#### WORK ORDER:
Every line below from the one containing "fillRect(canvas, 39, 2171, 666, 1, 0xFFABABAB);" through the one containing "2036, font3, 0xFF1A1968);" must be transcribed exactly. Omit all lines outside that stretch.

====================

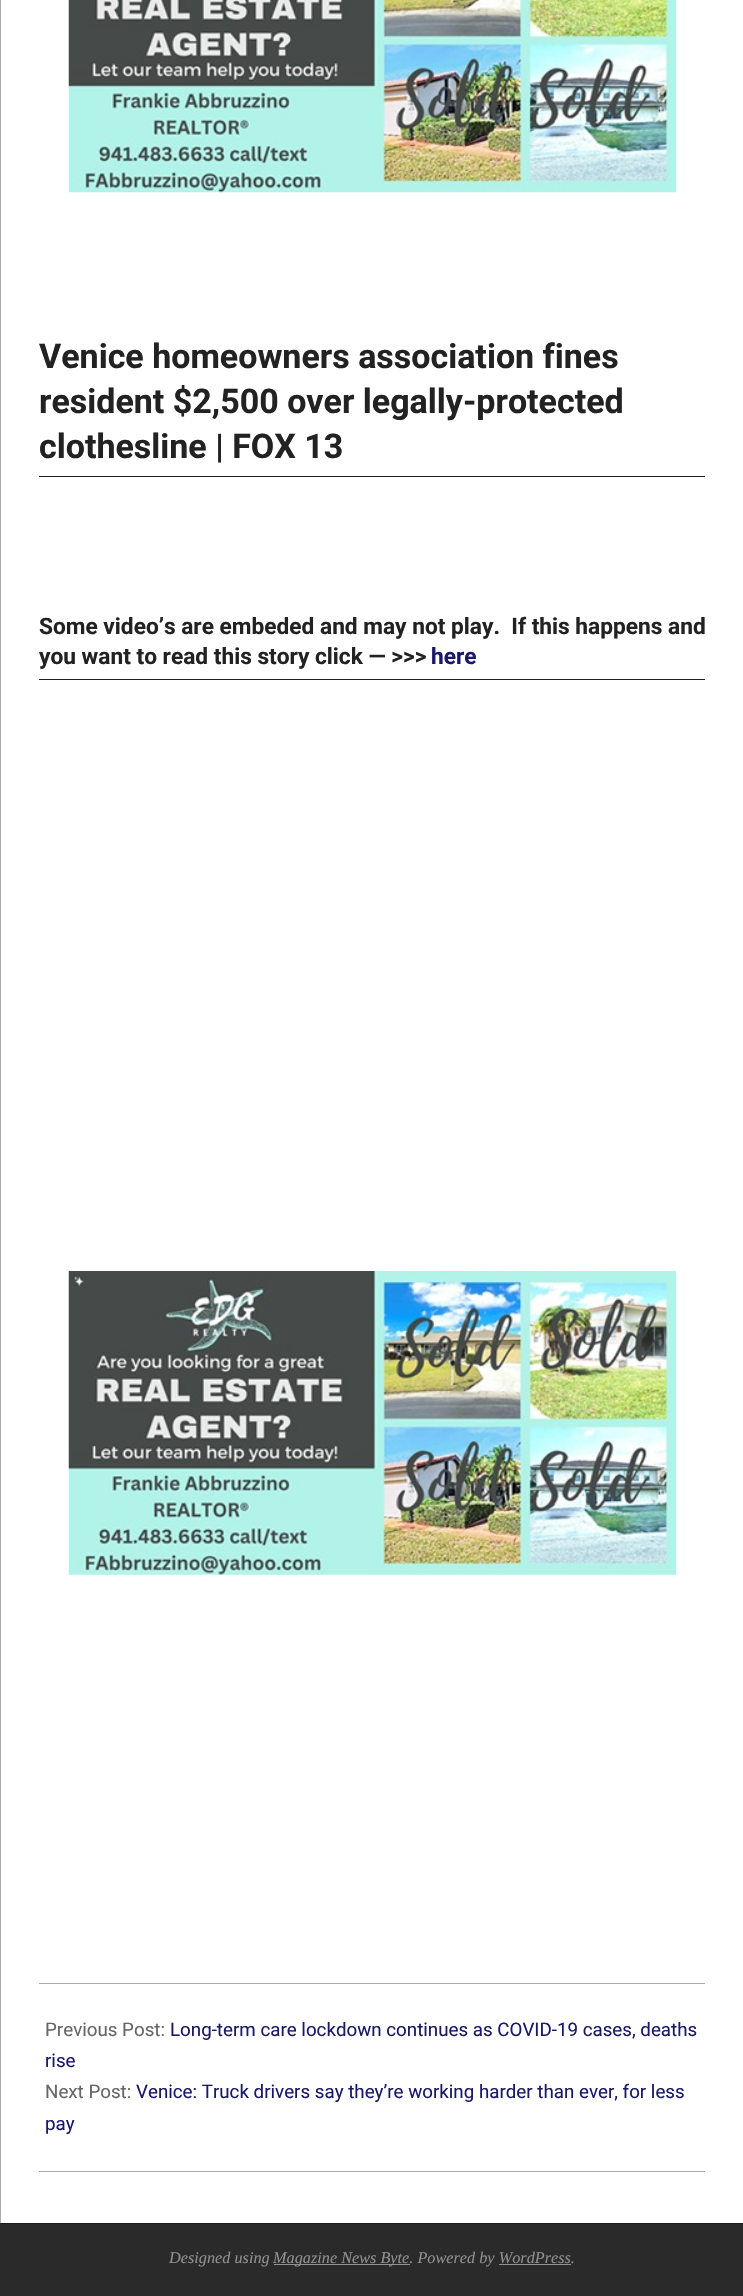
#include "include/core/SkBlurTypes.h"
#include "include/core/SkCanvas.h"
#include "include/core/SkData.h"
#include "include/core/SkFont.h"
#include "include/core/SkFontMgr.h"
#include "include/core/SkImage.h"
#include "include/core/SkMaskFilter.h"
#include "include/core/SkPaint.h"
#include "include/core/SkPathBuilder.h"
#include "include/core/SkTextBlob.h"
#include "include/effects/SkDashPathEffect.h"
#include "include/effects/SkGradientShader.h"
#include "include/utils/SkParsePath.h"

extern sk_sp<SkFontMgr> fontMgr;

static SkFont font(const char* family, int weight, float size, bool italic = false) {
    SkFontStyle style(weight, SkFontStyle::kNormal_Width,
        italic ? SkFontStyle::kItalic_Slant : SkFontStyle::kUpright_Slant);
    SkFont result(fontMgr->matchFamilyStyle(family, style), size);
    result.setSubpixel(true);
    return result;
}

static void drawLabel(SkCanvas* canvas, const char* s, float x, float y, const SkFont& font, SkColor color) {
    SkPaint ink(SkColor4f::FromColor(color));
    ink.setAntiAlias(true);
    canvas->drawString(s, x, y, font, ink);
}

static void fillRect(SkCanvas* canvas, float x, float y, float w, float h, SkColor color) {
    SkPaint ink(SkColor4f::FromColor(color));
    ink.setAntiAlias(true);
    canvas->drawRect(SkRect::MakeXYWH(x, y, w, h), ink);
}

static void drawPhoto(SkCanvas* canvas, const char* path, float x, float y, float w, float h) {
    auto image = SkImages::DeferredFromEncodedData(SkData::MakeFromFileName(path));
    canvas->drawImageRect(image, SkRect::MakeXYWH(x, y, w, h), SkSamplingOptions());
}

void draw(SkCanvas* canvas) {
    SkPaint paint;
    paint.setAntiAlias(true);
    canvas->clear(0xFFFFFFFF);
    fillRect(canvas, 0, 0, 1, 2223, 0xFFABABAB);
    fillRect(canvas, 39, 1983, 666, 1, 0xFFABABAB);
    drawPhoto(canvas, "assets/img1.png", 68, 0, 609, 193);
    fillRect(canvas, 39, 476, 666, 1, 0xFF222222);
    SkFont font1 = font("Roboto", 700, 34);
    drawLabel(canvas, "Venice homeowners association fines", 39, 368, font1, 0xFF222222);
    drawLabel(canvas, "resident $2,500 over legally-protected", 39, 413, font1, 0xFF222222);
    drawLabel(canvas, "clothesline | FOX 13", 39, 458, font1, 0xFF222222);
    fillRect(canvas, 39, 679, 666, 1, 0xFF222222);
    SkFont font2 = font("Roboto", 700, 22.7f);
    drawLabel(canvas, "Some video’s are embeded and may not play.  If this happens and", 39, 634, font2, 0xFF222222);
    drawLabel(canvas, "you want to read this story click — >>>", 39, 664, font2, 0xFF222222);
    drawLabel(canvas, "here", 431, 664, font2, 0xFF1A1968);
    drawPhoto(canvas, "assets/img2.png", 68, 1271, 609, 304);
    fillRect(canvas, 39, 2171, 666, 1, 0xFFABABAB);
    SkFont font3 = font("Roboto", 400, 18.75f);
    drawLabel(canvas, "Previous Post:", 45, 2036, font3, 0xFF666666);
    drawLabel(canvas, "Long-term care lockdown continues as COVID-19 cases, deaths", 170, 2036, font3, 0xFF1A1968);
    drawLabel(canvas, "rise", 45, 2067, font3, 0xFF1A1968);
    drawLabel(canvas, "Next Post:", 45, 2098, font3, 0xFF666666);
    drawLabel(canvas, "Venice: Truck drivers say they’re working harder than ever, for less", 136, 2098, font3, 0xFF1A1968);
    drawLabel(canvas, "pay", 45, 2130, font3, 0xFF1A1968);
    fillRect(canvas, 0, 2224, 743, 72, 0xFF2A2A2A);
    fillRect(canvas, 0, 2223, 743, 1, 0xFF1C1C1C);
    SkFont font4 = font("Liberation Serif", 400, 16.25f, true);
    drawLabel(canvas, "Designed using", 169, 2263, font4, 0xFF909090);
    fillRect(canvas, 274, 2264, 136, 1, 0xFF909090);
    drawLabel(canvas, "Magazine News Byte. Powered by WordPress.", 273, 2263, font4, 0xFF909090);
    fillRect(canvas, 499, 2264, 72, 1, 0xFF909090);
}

====================

#### EXERCISE RESULT:
    fillRect(canvas, 39, 2171, 666, 1, 0xFFABABAB);
    SkFont font3 = font("Roboto", 400, 18.75f);
    drawLabel(canvas, "Previous Post:", 45, 2036, font3, 0xFF666666);
    drawLabel(canvas, "Long-term care lockdown continues as COVID-19 cases, deaths", 170, 2036, font3, 0xFF1A1968);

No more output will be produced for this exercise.